Alzheimer’s Disease-related Gene Expression Is Reduced Following Six Months Of High-intensity Exercise

Abstract

Extensive research supports the use of exercise to protect against Alzheimer’s disease (AD). Nevertheless, there is limited evidence from human studies regarding the mechanisms underlying the positive effects of exercise on the brain. Gene expression determines the extent to which a gene is ‘turned on or off’ and can be used to understand mechanistic pathways. Animal research has demonstrated that exercise influences the expression of genes related to various AD biological pathways; however, the impact of exercise on AD-related gene expression has not yet been studied in humans. PURPOSE: To examine changes in AD-related gene expression following a six-month high-intensity exercise intervention. METHODS: Cognitively normal men and women (60-80y) were randomised to either six-months of work-matched high-intensity exercise (n=33), moderate-intensity exercise (n=34) or an inactive control group (n=32). Blood samples were collected pre- and post-intervention and expression levels from a panel of genes implicated in AD were measured. Analysis of covariance (covaried for age and gender), with adjustment for multiple comparisons, was conducted to determine group differences. RESULTS: Decreases in AD-related gene expression following six months of exercise, compared with the control group. More specifically, gene expression associated with cholesterol metabolism (ABCA1; p < 0.001), amyloid precursor protein processing (ADAM17, BACE1; p < 0.05) and synaptic plasticity (UCHL1; p < 0.001) was favourably altered in the high-intensity exercise intervention, compared with the moderate-intensity intervention and control groups.

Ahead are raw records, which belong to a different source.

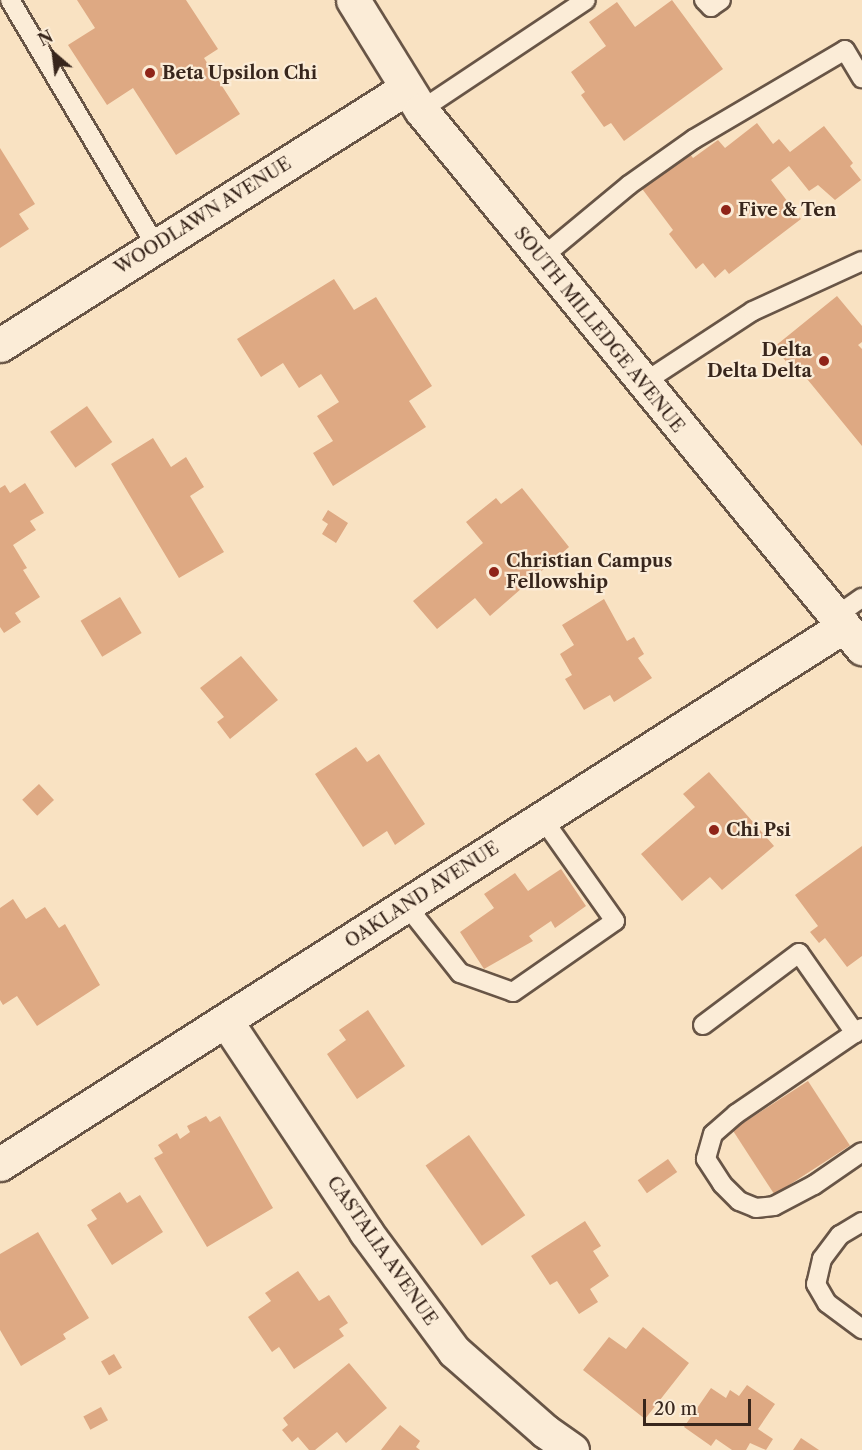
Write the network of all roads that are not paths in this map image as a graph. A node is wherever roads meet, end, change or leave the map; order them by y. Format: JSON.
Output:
{"nodes":[{"id":1,"x":10,"y":0,"type":"edge"},
{"id":2,"x":353,"y":0,"type":"edge"},
{"id":3,"x":586,"y":0,"type":"edge"},
{"id":4,"x":704,"y":0,"type":"edge"},
{"id":5,"x":721,"y":0,"type":"edge"},
{"id":6,"x":862,"y":78,"type":"edge"},
{"id":7,"x":414,"y":99,"type":"junction"},
{"id":8,"x":156,"y":246,"type":"junction"},
{"id":9,"x":540,"y":259,"type":"junction"},
{"id":10,"x":862,"y":261,"type":"edge"},
{"id":11,"x":0,"y":345,"type":"edge"},
{"id":12,"x":643,"y":383,"type":"junction"},
{"id":13,"x":854,"y":627,"type":"edge"},
{"id":14,"x":542,"y":818,"type":"junction"},
{"id":15,"x":406,"y":905,"type":"junction"},
{"id":16,"x":226,"y":1021,"type":"junction"},
{"id":17,"x":703,"y":1025,"type":"dead end"},
{"id":18,"x":858,"y":1031,"type":"edge"},
{"id":19,"x":862,"y":1152,"type":"edge"},
{"id":20,"x":0,"y":1164,"type":"edge"},
{"id":21,"x":862,"y":1222,"type":"edge"},
{"id":22,"x":862,"y":1329,"type":"edge"},
{"id":23,"x":572,"y":1450,"type":"edge"}],
"edges":[{"from":1,"to":8,"type":"lane"},
{"from":2,"to":7,"type":"street","name":"SOUTH MILLEDGE AVENUE"},
{"from":3,"to":7,"type":"lane"},
{"from":4,"to":5,"type":"lane"},
{"from":6,"to":9,"type":"lane"},
{"from":7,"to":8,"type":"street","name":"WOODLAWN AVENUE"},
{"from":7,"to":9,"type":"street","name":"SOUTH MILLEDGE AVENUE"},
{"from":8,"to":11,"type":"street","name":"WOODLAWN AVENUE"},
{"from":9,"to":12,"type":"street","name":"SOUTH MILLEDGE AVENUE"},
{"from":10,"to":12,"type":"lane"},
{"from":12,"to":13,"type":"street","name":"SOUTH MILLEDGE AVENUE"},
{"from":13,"to":14,"type":"street","name":"OAKLAND AVENUE"},
{"from":14,"to":15,"type":"street","name":"OAKLAND AVENUE"},
{"from":14,"to":15,"type":"lane"},
{"from":15,"to":16,"type":"street","name":"OAKLAND AVENUE"},
{"from":16,"to":20,"type":"street","name":"OAKLAND AVENUE"},
{"from":16,"to":23,"type":"street","name":"CASTALIA AVENUE"},
{"from":17,"to":18,"type":"lane"},
{"from":18,"to":19,"type":"lane"},
{"from":21,"to":22,"type":"lane"}]}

CONCLUSIONS: Investigation of AD-related gene expression has the potential to play an important role in understanding the biological pathways by which exercise reduces AD risk and contributes to enhanced cognitive health. The current work indicates a dose-dependent effect of exercise intensity on the expression of genes associated with AD, revealing mechanistic pathways that require further investigation.